After Israel carried out heavy strikes in the area on Friday, residents, many of whom have been displaced several times during the war, started to flee. As tanks advanced in several areas, Gaza City’s streets were crowded with newly displaced families by the afternoon.

Suleiman al-Hissi, 55, hauled what little he owned as his eight children clustered around him. “Enough!” he cried. “Stop this war! Where is the mercy? Where is the humanity?”

Swedish climate activist Greta Thunberg speaks to the media Saturday as a flotilla carrying humanitarian aid and activists prepares to leave for Gaza.Lluis Gene / AFP - Getty Images

On Sunday, an aid flotilla carrying activists — including Swedish climate activist Greta Thunberg — set sail from Barcelona, aiming to breach Israel’s naval blockade and deliver humanitarian supplies.
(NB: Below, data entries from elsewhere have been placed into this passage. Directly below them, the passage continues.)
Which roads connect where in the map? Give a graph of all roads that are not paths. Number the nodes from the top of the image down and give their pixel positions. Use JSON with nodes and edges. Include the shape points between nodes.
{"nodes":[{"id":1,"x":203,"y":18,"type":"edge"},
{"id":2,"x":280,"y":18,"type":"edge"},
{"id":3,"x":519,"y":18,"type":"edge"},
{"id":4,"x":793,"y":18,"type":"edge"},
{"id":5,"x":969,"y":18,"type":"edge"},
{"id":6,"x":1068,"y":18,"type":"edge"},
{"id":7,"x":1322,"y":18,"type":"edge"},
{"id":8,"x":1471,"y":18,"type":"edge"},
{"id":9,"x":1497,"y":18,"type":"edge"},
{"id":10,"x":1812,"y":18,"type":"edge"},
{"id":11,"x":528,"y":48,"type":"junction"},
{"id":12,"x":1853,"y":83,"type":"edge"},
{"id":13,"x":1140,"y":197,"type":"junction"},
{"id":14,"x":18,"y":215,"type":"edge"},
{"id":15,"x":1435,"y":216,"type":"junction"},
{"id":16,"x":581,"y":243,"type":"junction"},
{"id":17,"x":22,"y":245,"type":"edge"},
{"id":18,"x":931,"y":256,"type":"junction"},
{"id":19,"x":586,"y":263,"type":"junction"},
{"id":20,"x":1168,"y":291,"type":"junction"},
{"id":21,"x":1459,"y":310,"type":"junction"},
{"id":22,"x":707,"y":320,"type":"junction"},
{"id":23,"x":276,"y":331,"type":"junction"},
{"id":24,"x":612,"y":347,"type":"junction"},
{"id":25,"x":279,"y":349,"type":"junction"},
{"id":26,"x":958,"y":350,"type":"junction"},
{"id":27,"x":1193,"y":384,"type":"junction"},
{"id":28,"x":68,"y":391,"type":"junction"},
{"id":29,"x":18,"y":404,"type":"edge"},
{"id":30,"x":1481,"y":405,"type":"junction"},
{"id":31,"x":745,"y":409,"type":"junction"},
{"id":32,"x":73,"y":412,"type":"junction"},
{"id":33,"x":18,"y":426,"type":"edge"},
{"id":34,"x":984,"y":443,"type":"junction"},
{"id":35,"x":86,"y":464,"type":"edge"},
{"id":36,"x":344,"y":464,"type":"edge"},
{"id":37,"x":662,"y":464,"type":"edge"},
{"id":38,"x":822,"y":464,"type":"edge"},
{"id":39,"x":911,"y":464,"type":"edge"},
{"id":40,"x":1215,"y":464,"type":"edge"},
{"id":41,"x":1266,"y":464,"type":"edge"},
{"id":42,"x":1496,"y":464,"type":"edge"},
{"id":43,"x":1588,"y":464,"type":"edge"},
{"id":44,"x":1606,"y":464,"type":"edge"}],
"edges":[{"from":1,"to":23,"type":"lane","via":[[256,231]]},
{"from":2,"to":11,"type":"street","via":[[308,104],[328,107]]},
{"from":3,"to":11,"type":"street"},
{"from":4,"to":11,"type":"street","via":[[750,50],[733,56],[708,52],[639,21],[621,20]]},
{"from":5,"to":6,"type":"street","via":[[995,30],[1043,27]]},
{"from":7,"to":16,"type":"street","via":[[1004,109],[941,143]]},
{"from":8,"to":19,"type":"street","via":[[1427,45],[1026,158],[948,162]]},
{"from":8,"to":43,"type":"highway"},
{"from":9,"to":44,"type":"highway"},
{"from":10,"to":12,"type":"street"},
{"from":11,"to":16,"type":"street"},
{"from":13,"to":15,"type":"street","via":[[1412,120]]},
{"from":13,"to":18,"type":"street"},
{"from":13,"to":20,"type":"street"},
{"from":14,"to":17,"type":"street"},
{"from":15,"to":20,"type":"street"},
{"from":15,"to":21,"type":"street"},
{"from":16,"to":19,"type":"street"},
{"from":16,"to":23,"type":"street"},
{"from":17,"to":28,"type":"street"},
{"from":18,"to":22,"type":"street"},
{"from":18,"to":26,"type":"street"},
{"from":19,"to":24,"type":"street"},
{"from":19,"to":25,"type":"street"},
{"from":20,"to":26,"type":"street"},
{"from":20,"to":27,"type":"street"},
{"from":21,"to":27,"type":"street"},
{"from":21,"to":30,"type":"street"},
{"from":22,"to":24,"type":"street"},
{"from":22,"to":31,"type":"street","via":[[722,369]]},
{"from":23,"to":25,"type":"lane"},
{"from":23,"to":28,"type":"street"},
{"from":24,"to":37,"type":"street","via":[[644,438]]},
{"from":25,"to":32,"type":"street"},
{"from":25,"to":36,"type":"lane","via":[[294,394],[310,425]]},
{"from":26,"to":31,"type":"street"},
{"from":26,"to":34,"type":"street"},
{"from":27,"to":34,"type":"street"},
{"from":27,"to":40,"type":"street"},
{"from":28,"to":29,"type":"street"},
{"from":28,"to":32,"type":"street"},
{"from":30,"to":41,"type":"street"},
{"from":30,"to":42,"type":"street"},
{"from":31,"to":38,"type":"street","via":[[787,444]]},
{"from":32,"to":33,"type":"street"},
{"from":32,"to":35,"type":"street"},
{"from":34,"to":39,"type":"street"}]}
At an earlier newspress conference, Thunberg accused Israel of “genocide, mass-slaughter,” and said Palestinians were being “deliberately deprived of the very basic means to survive.”

Israel denies committing genocide.

It has already intercepted two flotillas this summer, one carrying Thunberg, detaining the passengers in Israel before expelling them.

Israeli Prime Minister Benjamin Netanyahu’s office said Friday that the IDF had recovered the remains of two hostages from the Gaza Strip in a military operation this week.

It announced the retrieval of Ilan Weiss’ body along with the remains of another hostage, whose identity is now known to be that of Idan Shtivi but had not been disclosed at the time.